[Task objective] Look through the records, and whenever a line includes the word "Park", copy it.

══ Information shown ══

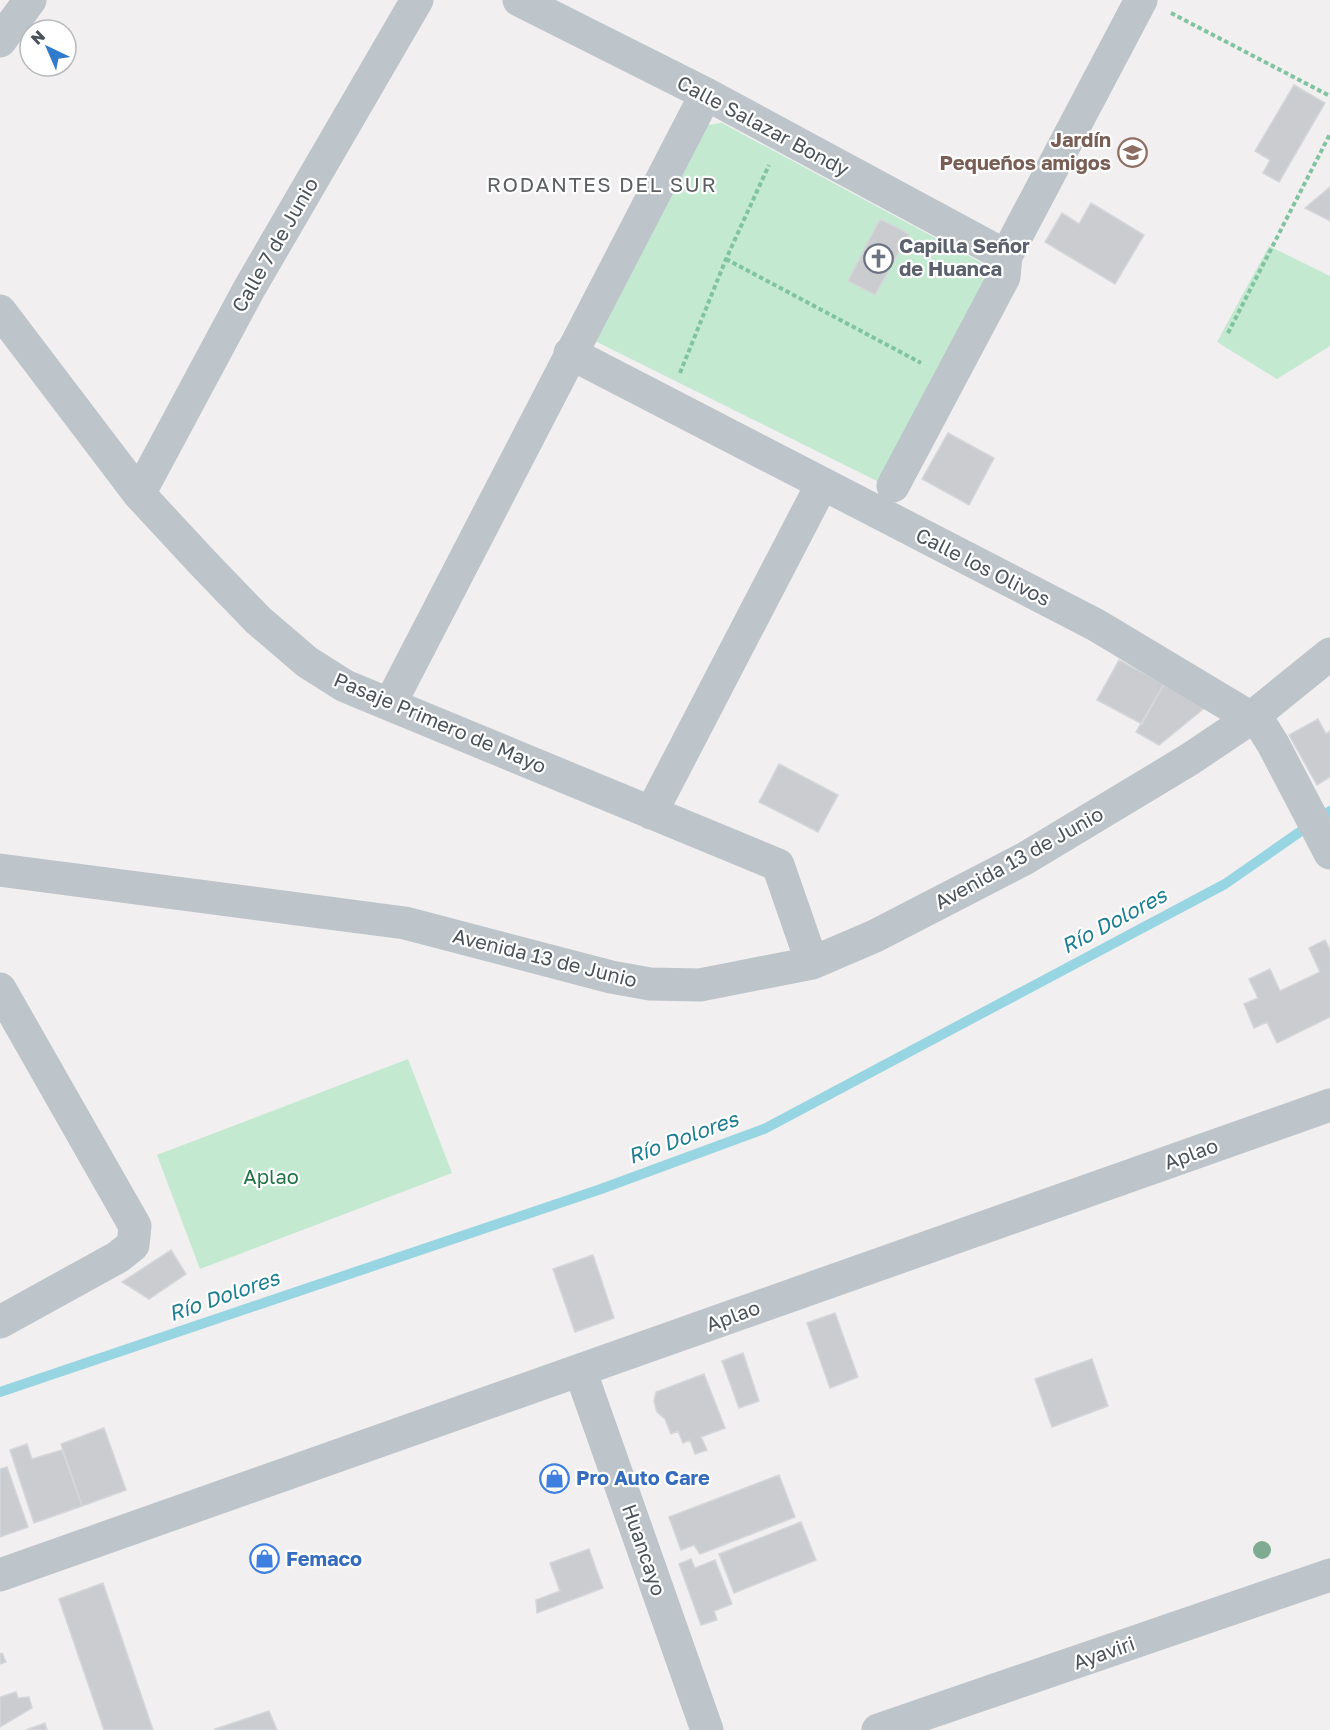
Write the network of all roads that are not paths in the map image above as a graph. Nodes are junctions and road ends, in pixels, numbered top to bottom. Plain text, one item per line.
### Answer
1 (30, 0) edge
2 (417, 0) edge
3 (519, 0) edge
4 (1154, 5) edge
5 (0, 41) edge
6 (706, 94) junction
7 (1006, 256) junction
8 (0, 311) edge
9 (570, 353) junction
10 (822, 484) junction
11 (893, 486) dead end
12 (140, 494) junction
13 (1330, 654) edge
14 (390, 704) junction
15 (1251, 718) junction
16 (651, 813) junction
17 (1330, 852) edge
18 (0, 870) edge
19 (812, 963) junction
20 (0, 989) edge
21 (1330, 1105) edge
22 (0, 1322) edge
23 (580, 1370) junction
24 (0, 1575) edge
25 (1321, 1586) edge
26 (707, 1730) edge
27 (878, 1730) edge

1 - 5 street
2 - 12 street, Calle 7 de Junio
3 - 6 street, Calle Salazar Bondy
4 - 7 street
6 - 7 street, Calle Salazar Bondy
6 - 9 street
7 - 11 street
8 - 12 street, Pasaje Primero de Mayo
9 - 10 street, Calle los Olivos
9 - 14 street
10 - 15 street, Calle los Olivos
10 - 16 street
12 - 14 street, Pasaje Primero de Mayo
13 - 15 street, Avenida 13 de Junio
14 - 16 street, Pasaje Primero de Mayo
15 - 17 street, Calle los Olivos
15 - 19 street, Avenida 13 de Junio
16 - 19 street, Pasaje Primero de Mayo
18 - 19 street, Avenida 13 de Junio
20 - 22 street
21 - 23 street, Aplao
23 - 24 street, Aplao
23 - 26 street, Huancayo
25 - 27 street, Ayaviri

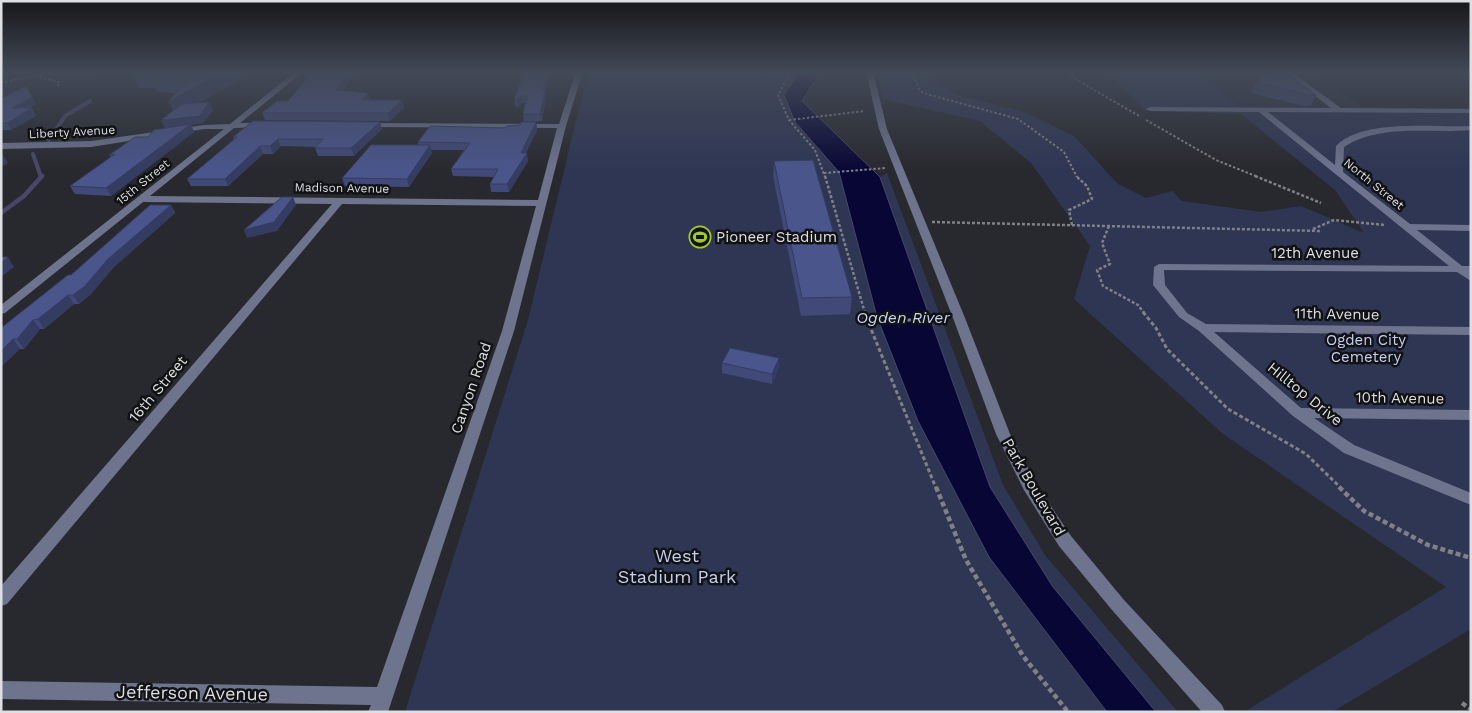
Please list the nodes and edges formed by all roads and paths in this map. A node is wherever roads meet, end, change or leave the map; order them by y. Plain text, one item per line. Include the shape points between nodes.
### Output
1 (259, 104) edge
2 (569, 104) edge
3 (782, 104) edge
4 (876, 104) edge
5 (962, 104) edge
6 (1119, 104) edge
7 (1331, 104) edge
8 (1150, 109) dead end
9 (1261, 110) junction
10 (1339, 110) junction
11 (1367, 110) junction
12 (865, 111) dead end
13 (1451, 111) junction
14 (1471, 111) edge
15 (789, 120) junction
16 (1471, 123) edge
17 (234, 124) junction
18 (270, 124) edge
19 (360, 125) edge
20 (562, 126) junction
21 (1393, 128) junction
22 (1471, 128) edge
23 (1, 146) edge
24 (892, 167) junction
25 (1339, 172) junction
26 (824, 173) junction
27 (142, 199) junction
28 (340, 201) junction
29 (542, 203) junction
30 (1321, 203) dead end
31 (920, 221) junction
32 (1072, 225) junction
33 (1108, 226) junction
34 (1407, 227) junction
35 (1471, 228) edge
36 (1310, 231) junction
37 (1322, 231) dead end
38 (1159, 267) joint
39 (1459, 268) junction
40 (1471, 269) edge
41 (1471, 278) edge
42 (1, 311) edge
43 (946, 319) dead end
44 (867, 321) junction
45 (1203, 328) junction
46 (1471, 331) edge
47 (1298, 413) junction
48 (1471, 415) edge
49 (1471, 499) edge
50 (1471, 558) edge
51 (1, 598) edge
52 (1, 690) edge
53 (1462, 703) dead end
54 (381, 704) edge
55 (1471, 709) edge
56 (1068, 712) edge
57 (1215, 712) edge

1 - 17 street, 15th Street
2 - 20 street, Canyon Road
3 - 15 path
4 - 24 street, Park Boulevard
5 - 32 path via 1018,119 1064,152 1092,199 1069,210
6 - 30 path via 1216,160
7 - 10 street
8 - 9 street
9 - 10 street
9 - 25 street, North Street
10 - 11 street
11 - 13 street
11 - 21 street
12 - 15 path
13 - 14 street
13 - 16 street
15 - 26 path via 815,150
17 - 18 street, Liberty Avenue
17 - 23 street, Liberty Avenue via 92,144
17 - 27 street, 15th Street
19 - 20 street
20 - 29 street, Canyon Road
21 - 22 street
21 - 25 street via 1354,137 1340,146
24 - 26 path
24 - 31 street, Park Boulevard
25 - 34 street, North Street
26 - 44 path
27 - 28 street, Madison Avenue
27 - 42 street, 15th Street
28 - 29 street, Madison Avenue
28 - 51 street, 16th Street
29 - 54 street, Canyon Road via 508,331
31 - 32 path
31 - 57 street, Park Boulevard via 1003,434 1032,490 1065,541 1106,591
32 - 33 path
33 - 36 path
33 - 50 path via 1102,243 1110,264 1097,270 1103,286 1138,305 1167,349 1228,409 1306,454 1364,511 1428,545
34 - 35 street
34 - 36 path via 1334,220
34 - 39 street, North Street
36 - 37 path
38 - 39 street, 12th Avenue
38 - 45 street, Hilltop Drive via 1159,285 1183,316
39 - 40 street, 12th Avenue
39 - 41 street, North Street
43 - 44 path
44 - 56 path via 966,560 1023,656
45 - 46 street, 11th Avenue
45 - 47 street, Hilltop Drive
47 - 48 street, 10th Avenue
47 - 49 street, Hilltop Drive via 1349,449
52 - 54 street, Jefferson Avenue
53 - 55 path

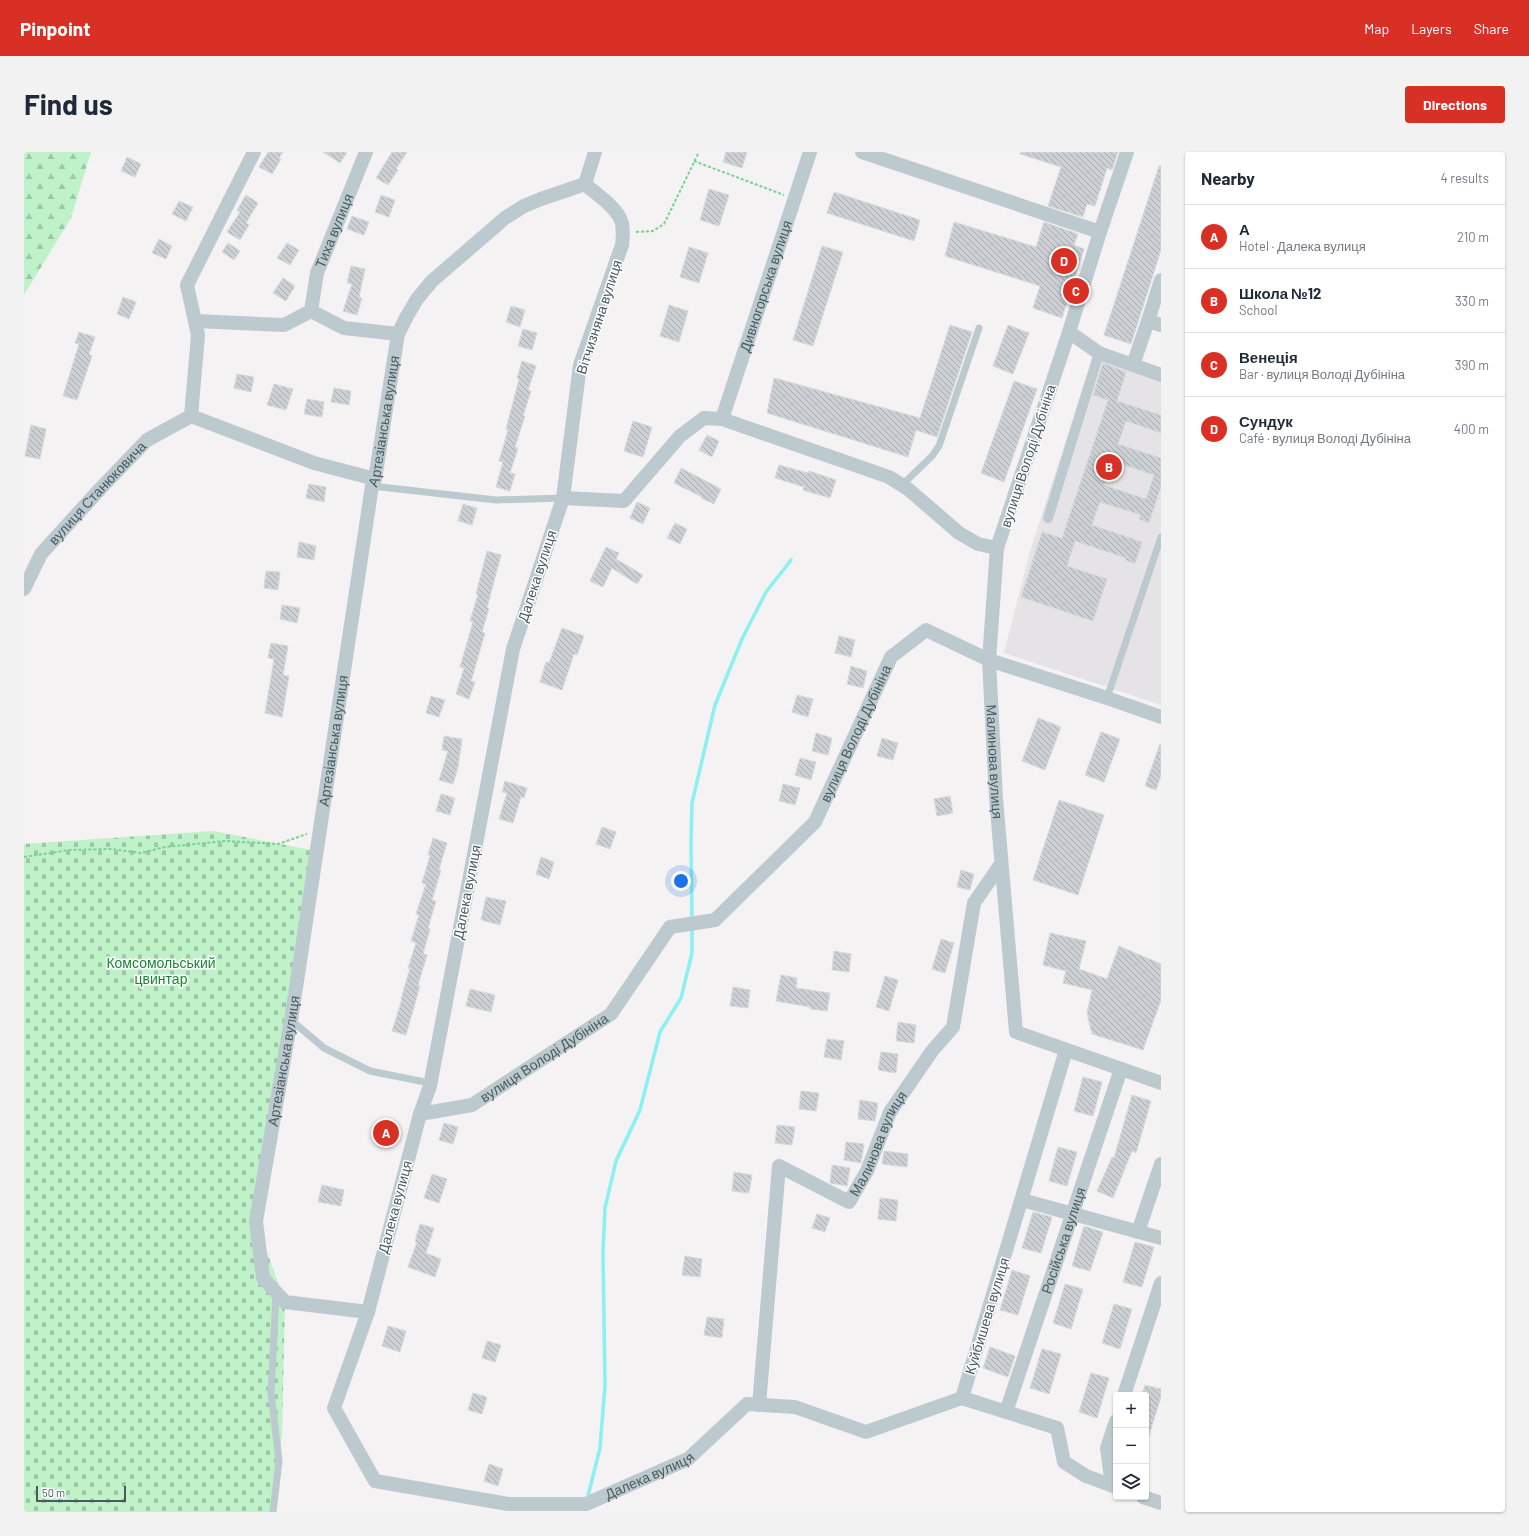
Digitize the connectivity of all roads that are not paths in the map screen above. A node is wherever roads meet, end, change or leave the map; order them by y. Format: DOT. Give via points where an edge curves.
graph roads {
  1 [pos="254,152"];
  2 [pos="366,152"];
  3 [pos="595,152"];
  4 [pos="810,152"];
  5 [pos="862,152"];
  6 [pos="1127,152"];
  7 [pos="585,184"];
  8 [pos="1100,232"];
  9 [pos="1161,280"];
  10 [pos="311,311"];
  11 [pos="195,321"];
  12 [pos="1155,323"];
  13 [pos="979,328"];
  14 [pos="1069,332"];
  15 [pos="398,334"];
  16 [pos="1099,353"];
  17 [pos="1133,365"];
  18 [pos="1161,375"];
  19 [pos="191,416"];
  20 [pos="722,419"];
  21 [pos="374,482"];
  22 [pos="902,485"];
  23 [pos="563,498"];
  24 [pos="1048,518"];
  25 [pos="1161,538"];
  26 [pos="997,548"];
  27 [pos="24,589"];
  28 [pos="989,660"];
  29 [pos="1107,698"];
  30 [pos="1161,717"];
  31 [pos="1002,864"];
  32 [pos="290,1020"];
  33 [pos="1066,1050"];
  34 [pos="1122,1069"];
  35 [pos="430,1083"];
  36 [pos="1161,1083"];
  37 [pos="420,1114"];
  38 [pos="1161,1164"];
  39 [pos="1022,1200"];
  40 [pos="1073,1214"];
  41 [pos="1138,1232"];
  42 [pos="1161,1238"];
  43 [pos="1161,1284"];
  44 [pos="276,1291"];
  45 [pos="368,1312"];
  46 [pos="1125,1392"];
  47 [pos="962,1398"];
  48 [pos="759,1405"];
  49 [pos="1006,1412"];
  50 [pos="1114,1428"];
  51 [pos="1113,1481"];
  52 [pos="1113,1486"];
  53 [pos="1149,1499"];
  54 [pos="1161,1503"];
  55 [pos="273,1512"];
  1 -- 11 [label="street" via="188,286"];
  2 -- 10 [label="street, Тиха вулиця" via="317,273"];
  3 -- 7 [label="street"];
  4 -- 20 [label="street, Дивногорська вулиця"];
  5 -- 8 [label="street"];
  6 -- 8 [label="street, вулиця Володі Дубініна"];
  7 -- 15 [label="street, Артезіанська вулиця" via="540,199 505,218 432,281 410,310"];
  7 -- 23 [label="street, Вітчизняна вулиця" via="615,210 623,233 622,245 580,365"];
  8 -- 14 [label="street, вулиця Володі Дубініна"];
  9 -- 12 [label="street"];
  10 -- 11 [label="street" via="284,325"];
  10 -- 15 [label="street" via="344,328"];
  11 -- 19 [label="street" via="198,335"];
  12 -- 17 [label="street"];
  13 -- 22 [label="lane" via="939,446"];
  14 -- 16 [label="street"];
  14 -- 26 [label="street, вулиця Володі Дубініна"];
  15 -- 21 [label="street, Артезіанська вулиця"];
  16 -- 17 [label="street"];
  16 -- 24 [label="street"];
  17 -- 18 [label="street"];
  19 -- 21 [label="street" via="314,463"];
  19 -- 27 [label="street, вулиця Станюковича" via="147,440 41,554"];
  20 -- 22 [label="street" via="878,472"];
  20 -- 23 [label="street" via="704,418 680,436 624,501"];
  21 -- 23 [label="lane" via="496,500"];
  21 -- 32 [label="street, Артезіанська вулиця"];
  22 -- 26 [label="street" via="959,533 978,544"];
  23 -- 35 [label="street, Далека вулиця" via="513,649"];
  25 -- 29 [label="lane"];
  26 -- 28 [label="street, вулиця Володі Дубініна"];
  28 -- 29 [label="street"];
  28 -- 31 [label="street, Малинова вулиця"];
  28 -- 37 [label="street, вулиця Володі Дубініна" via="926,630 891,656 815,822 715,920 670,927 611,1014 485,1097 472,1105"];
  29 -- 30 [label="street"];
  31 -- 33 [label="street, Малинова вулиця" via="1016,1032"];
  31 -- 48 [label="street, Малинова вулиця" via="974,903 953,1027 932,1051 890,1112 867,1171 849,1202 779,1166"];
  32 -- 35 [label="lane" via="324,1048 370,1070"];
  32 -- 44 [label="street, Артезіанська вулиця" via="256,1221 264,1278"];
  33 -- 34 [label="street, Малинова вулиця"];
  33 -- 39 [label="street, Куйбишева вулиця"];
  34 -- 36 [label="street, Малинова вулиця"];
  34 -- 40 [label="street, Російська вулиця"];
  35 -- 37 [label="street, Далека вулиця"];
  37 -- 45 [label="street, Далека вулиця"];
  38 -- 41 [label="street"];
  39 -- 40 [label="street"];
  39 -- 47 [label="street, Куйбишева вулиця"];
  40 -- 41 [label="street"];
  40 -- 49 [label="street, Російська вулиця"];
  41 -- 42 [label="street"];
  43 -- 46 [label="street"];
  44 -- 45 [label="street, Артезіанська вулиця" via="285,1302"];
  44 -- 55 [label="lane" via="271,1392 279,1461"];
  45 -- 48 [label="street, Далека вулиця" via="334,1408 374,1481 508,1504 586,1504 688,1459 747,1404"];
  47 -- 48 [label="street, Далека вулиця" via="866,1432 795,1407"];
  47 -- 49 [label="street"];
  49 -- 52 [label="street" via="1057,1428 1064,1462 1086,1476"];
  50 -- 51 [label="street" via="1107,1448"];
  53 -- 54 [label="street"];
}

═══

[Exercise output]
4 - 24 street, Park Boulevard
24 - 31 street, Park Boulevard
31 - 57 street, Park Boulevard via 1003,434 1032,490 1065,541 1106,591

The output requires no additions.